(Spero sia la versione definitiva, ma... il pregio della scrittura è poter modificare e correggersi, com' ebbe a scrivere mi pare Calvino)

Quando entro nella sua casa, il mio sguardo e la mia anima sono rapiti dalla grande foto a colori della moglie che sorride, giovanilmente abbronzata, sana, biondissima: l’immagine incorniciata campeggia su un tavolino in veranda dove non manca mai un vaso di fiori freschi, specialmente di margherite che lei adorava.
Una fitta mi attraversa il petto, il ricordo di lei che inopinatamente si presenta a casa mia radiosa per consegnarmi un manicaretto o domandarmi un piacere o semplicemente per conversare, interrompendomi nei miei lavori quotidiani. Un’amica come poche.

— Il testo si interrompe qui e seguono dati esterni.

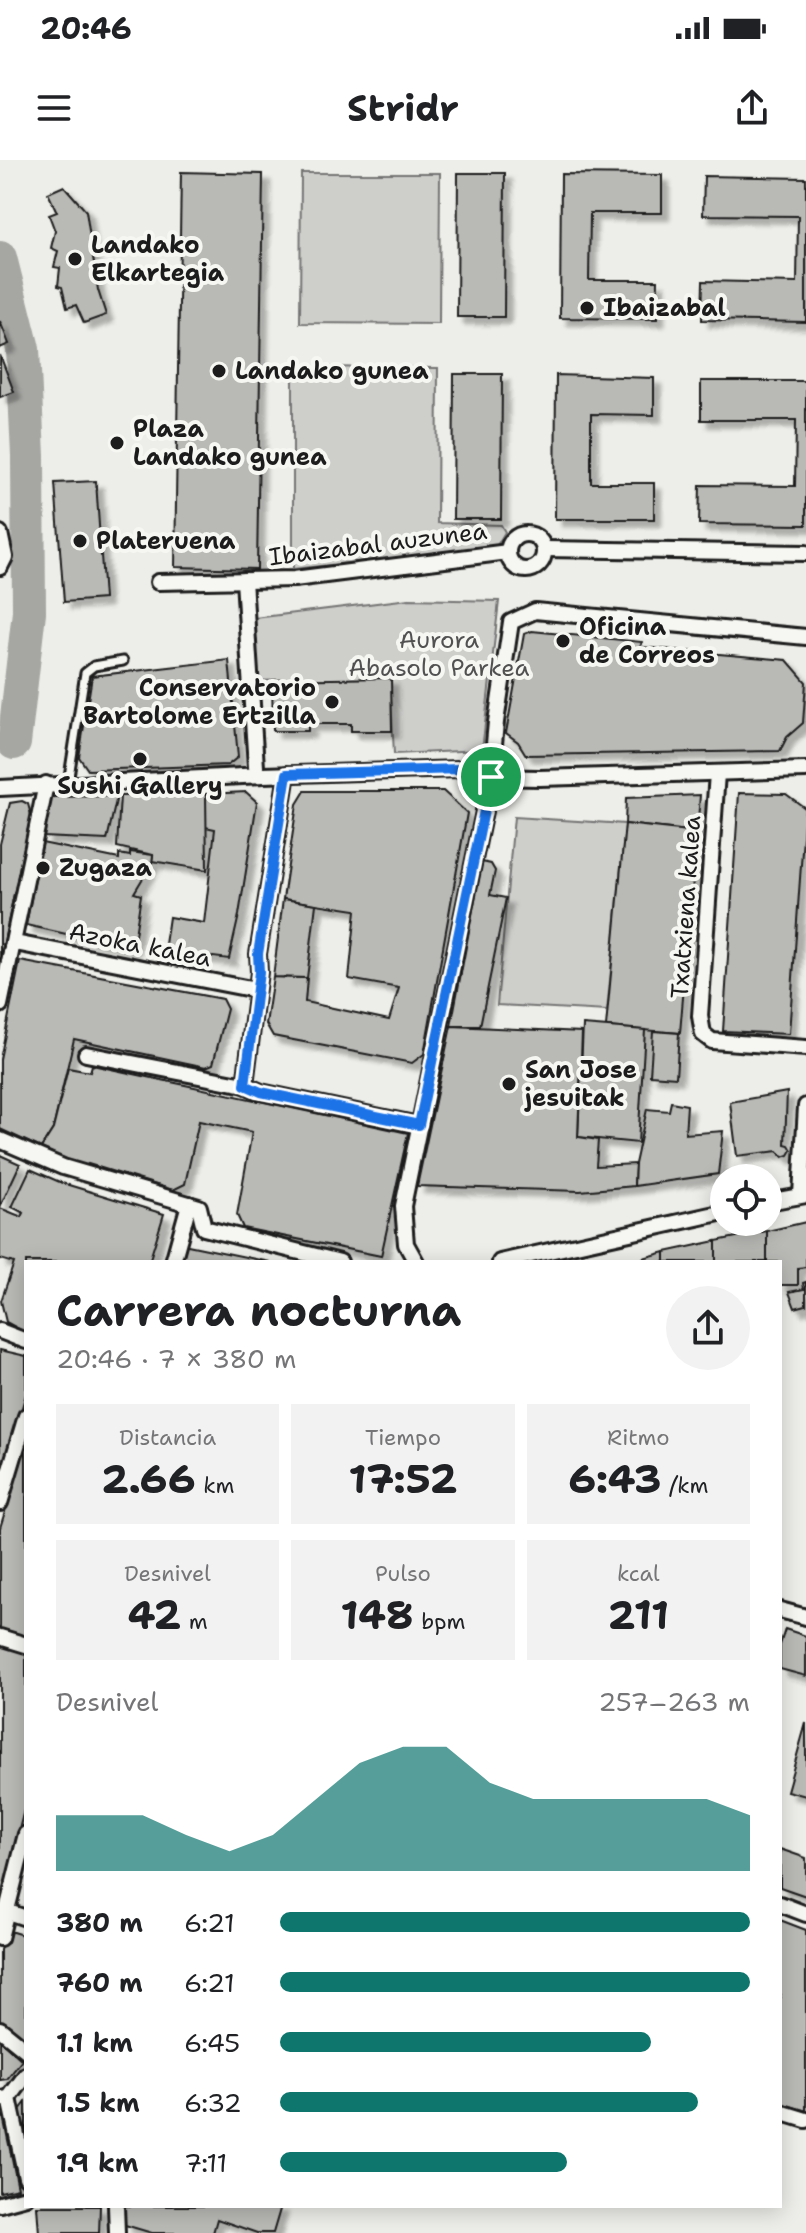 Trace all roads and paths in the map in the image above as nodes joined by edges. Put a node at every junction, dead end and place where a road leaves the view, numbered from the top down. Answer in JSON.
{"nodes":[{"id":1,"x":0,"y":533,"type":"edge"},
{"id":2,"x":544,"y":549,"type":"junction"},
{"id":3,"x":508,"y":552,"type":"junction"},
{"id":4,"x":806,"y":553,"type":"edge"},
{"id":5,"x":0,"y":567,"type":"edge"},
{"id":6,"x":244,"y":580,"type":"junction"},
{"id":7,"x":158,"y":582,"type":"dead end"},
{"id":8,"x":806,"y":637,"type":"edge"},
{"id":9,"x":123,"y":661,"type":"dead end"},
{"id":10,"x":256,"y":767,"type":"dead end"},
{"id":11,"x":806,"y":770,"type":"edge"},
{"id":12,"x":717,"y":773,"type":"junction"},
{"id":13,"x":287,"y":774,"type":"junction"},
{"id":14,"x":491,"y":777,"type":"junction"},
{"id":15,"x":68,"y":783,"type":"junction"},
{"id":16,"x":46,"y":784,"type":"junction"},
{"id":17,"x":0,"y":788,"type":"edge"},
{"id":18,"x":15,"y":943,"type":"junction"},
{"id":19,"x":256,"y":990,"type":"junction"},
{"id":20,"x":0,"y":1005,"type":"edge"},
{"id":21,"x":806,"y":1048,"type":"edge"},
{"id":22,"x":86,"y":1054,"type":"dead end"},
{"id":23,"x":245,"y":1085,"type":"junction"},
{"id":24,"x":806,"y":1106,"type":"edge"},
{"id":25,"x":419,"y":1125,"type":"junction"},
{"id":26,"x":0,"y":1140,"type":"edge"},
{"id":27,"x":804,"y":1195,"type":"edge"},
{"id":28,"x":782,"y":1199,"type":"edge"},
{"id":29,"x":189,"y":1204,"type":"junction"},
{"id":30,"x":710,"y":1215,"type":"edge"},
{"id":31,"x":174,"y":1260,"type":"edge"},
{"id":32,"x":332,"y":1260,"type":"edge"},
{"id":33,"x":415,"y":1260,"type":"edge"},
{"id":34,"x":509,"y":1260,"type":"edge"},
{"id":35,"x":0,"y":1331,"type":"edge"},
{"id":36,"x":24,"y":1340,"type":"edge"},
{"id":37,"x":24,"y":1423,"type":"edge"},
{"id":38,"x":0,"y":1503,"type":"edge"},
{"id":39,"x":782,"y":1611,"type":"edge"},
{"id":40,"x":806,"y":1617,"type":"edge"},
{"id":41,"x":0,"y":1637,"type":"edge"},
{"id":42,"x":24,"y":1644,"type":"edge"},
{"id":43,"x":23,"y":1862,"type":"edge"},
{"id":44,"x":782,"y":1905,"type":"edge"},
{"id":45,"x":8,"y":1912,"type":"junction"},
{"id":46,"x":806,"y":1914,"type":"edge"},
{"id":47,"x":24,"y":1917,"type":"edge"},
{"id":48,"x":0,"y":1938,"type":"edge"},
{"id":49,"x":0,"y":2029,"type":"edge"},
{"id":50,"x":24,"y":2048,"type":"edge"},
{"id":51,"x":24,"y":2077,"type":"edge"},
{"id":52,"x":4,"y":2098,"type":"edge"},
{"id":53,"x":782,"y":2113,"type":"edge"},
{"id":54,"x":806,"y":2120,"type":"edge"},
{"id":55,"x":24,"y":2170,"type":"edge"},
{"id":56,"x":24,"y":2198,"type":"edge"},
{"id":57,"x":0,"y":2204,"type":"edge"},
{"id":58,"x":116,"y":2208,"type":"edge"},
{"id":59,"x":117,"y":2233,"type":"edge"}],
"edges":[{"from":1,"to":5,"type":"street"},
{"from":2,"to":3,"type":"street"},
{"from":2,"to":3,"type":"street"},
{"from":2,"to":4,"type":"street"},
{"from":3,"to":6,"type":"street","name":"Ibaizabal auzunea"},
{"from":6,"to":7,"type":"street","name":"Ibaizabal auzunea"},
{"from":6,"to":10,"type":"street"},
{"from":8,"to":14,"type":"street"},
{"from":9,"to":15,"type":"lane"},
{"from":11,"to":12,"type":"street"},
{"from":12,"to":14,"type":"street"},
{"from":12,"to":21,"type":"street","name":"Txatxiena kalea"},
{"from":13,"to":14,"type":"street"},
{"from":13,"to":15,"type":"street"},
{"from":13,"to":19,"type":"street"},
{"from":14,"to":25,"type":"street"},
{"from":15,"to":16,"type":"street"},
{"from":16,"to":17,"type":"street"},
{"from":16,"to":18,"type":"street"},
{"from":18,"to":19,"type":"street","name":"Azoka kalea"},
{"from":18,"to":20,"type":"street"},
{"from":19,"to":23,"type":"street"},
{"from":22,"to":23,"type":"street"},
{"from":23,"to":25,"type":"street"},
{"from":24,"to":27,"type":"street"},
{"from":25,"to":33,"type":"street"},
{"from":26,"to":29,"type":"street"},
{"from":27,"to":28,"type":"street"},
{"from":29,"to":31,"type":"street"},
{"from":29,"to":32,"type":"street"},
{"from":30,"to":34,"type":"street"},
{"from":35,"to":36,"type":"street"},
{"from":37,"to":38,"type":"street"},
{"from":39,"to":40,"type":"street"},
{"from":41,"to":42,"type":"street"},
{"from":43,"to":45,"type":"street"},
{"from":44,"to":46,"type":"street"},
{"from":45,"to":47,"type":"street"},
{"from":45,"to":48,"type":"street"},
{"from":49,"to":50,"type":"street"},
{"from":51,"to":52,"type":"street"},
{"from":52,"to":55,"type":"street"},
{"from":53,"to":54,"type":"street"},
{"from":56,"to":57,"type":"street"},
{"from":58,"to":59,"type":"street"}]}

Il marito è ormai oltre l’ottantina: era abituato ad un tenore di vita stellare, tra champagne costosi, ristoranti prestigiosi, inviti altolocati, feste in casa o in giardino per innumerevoli amici, alle quali noi eravamo sempre invitati, da quando loro si stabilirono qui. Rammento ancora quando Peter apparve ad una nostra festa in giardino, non invitato, con un vassoio di innumerevoli calici di cristallo e champagne per tutti i miei invitati, attirando le simpatie e la gioia dei miei ospiti.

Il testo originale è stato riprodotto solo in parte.